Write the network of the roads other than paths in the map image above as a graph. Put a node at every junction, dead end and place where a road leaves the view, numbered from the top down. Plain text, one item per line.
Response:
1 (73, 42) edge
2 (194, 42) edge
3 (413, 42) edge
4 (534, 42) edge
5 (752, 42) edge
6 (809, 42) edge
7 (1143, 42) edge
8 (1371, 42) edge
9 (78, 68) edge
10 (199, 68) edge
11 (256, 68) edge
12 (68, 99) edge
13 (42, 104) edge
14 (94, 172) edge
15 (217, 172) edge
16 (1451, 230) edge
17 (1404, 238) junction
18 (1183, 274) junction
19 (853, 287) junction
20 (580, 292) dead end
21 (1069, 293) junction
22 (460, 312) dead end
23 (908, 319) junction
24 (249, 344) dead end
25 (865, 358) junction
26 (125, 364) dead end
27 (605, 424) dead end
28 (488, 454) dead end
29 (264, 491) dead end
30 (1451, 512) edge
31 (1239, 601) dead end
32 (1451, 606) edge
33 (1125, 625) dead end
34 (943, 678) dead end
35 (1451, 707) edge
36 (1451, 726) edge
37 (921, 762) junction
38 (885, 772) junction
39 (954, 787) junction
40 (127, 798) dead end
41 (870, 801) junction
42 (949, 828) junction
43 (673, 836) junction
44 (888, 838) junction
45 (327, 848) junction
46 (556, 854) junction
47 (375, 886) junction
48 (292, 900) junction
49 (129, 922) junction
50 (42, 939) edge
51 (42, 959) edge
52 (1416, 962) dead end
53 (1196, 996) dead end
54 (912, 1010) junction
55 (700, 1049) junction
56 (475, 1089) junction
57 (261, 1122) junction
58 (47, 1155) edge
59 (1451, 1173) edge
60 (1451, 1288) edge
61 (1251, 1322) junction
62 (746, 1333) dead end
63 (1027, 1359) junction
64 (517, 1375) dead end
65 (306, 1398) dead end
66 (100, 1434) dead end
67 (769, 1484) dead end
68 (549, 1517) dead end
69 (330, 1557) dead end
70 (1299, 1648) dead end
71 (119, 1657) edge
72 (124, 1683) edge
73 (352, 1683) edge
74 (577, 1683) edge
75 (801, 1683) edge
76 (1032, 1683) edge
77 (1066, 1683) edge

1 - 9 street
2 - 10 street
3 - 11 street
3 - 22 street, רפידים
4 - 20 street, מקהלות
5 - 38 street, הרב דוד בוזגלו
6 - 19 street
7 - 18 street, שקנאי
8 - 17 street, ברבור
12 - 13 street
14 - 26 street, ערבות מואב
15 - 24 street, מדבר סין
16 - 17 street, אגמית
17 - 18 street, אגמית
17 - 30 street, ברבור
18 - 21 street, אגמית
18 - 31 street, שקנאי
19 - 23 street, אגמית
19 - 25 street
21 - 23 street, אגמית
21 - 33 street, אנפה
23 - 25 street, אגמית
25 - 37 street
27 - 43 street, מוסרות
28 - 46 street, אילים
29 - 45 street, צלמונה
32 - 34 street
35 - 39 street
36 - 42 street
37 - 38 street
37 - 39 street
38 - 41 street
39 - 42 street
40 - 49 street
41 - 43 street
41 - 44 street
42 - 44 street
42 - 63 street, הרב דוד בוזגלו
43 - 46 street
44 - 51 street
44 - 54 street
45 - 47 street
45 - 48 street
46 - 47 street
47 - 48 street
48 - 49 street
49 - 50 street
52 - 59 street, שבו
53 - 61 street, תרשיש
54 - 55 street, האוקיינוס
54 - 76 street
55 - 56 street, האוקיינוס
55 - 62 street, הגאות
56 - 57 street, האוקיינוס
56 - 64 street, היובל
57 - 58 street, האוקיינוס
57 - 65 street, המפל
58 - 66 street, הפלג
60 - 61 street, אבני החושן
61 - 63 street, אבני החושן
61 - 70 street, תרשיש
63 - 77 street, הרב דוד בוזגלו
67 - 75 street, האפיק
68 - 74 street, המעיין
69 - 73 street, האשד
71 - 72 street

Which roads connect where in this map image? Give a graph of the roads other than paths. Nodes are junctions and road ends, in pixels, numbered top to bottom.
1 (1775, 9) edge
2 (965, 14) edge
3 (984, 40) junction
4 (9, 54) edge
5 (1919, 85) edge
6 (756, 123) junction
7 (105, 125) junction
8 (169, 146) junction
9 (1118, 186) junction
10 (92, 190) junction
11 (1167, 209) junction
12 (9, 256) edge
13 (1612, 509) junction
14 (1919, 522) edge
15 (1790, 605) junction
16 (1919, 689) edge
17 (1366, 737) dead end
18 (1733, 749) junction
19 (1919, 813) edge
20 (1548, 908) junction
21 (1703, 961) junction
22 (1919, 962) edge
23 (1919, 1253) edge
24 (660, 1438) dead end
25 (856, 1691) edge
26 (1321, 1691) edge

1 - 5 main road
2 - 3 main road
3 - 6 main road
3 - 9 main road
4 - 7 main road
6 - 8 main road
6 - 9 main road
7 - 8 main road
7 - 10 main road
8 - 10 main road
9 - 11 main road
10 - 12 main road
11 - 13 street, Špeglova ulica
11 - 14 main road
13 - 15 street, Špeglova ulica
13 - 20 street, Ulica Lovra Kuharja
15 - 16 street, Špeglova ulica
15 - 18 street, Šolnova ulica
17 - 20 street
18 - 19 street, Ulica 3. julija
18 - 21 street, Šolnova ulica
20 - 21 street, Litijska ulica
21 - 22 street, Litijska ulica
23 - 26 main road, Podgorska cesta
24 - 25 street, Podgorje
★ ★ ★ ★
What is required — Your answer should be only a number: how many lines in the records hold the word "Šolnova".

Result of the task — 2